I'm known as the cook, so it only made sense to invite holiday orphans to our house each year. We've hosted close friends who didn't travel, transplanted young families who couldn't go home for turkey and sometimes even set the table for just the four of us. On Thanksgiving afternoons, when it's just us, we' ve made a movie our tradition while others are playing games in rooms full of overstuffed stomachs.

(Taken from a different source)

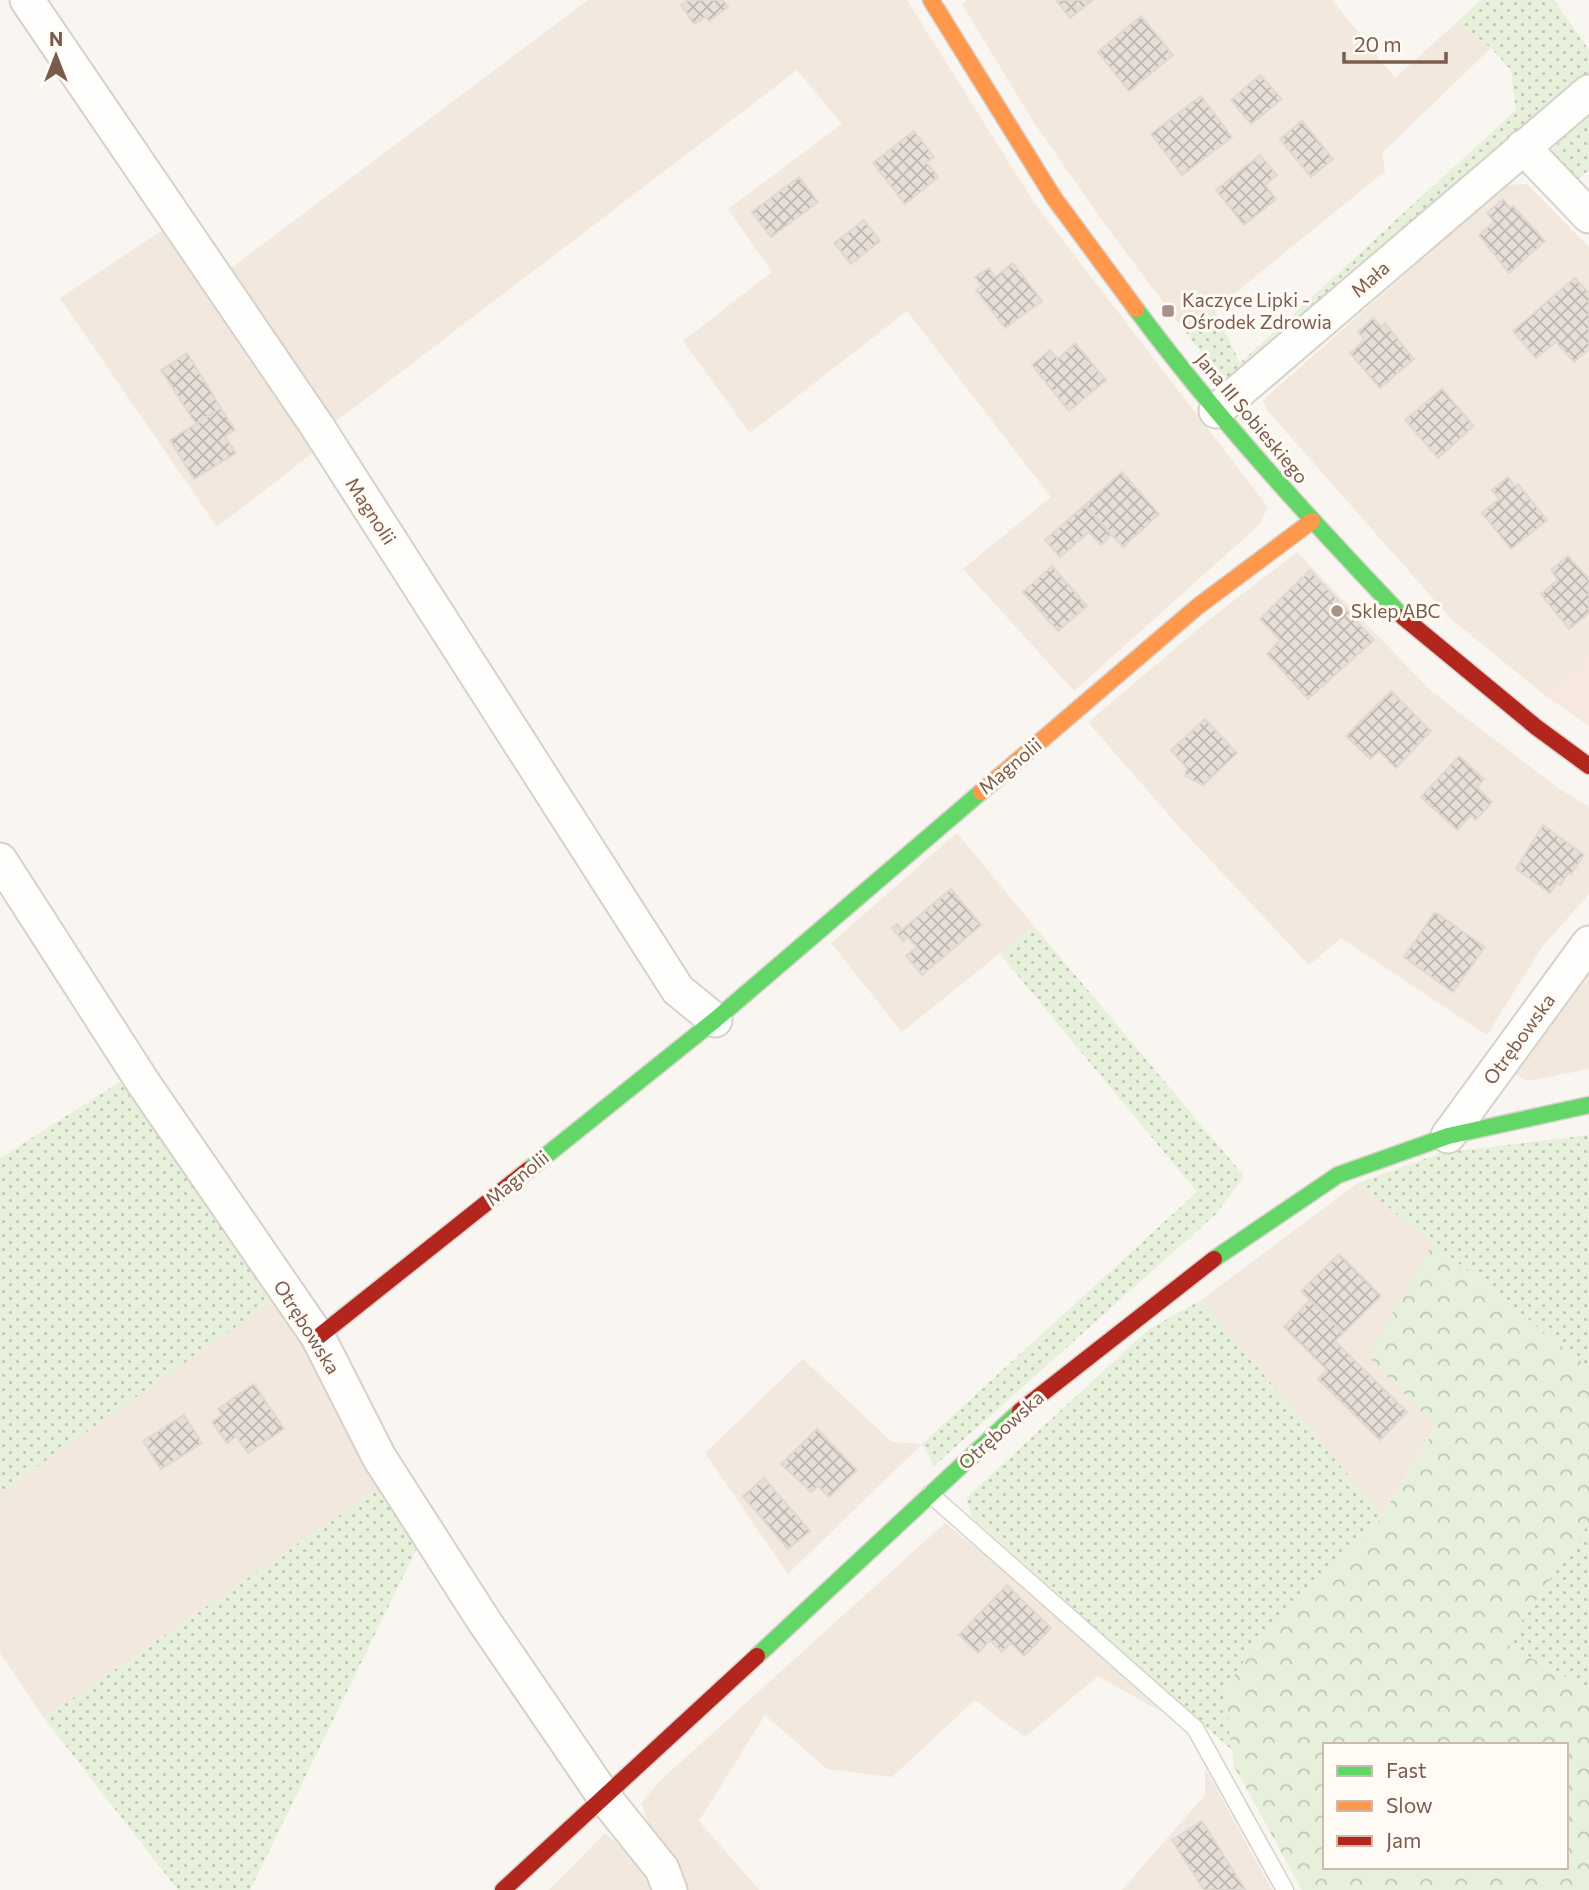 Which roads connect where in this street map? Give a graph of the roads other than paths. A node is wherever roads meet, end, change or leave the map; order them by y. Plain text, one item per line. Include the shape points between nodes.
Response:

Not this year. This year, we loaded the car and got on the road with all the other holiday travelers. I've heard the complaining about traffic, but I found myself grateful to be on the interstate with all those cars. It made us part of the gang. It meant we had some place to go and people to share with. Our son now lives in Nashville, an easy three hour drive. And, he works retail, so anyone familiar with "Black Friday" knows what that means for him. It was impossible for him to come home for the feast, so we volunteered to take it to him. I cooked all day Tuesday. Wednesday,we packed the cooler with goodies, picked up our daughter after a half-day of work and got on the road. Stopping at McDonald's for a break and a splurge on hot chocolate, I found myself humming Over the River and Through the Woods. I wasn't harried and impatient. I was smiling.
When Josh was hired by Apple to be part of their local sales team, he met some great new friends transplanted from various cities. It seems a few of their families were trekking to Music City for the day as well and at the last minute, the boys suggested we all do turkey together. We had enough food to feed 30 people and recipes from Georgia, South Carolina, Mississippi, Ohio and Kentucky. We included others from the gang who couldn't make it to their hometowns but were part of the family they've established in this groovin' town. They're all young, hip, relaxed and full of laughter. People you'd want to spend time with.
The families meshed together easily. No awkward moments. We all had a common goal - to enjoy Thanksgiving with our kid. The other families had left gatherings of 20+ in order to support one loved adult child far from home. It worked seamlessly. We ate, we sighed, we took pictures outside and then, when the sleepiness settled in from all that turkey, we started the game.
Apples to Apples was the entertainment choice. (How ironic is the name considering their employer?) Any uncomfortable inhibitions were tossed aside and we became a family of sorts. We laughed and made new inside jokes for this thrown together group.
"It's 'TAKING a shower, not TALKING!'
"That baby cry was sooo real!"
"Was there a melody somewhere in that humming?"
Later, we said goodbyes with hugs and promises of meeting again. As I settled into the hotel bed, I was thankful. For a place to celebrate, a kitchen filled with abundance, hugging and laughing with my family and for a special group of Thanksgiving Orphans.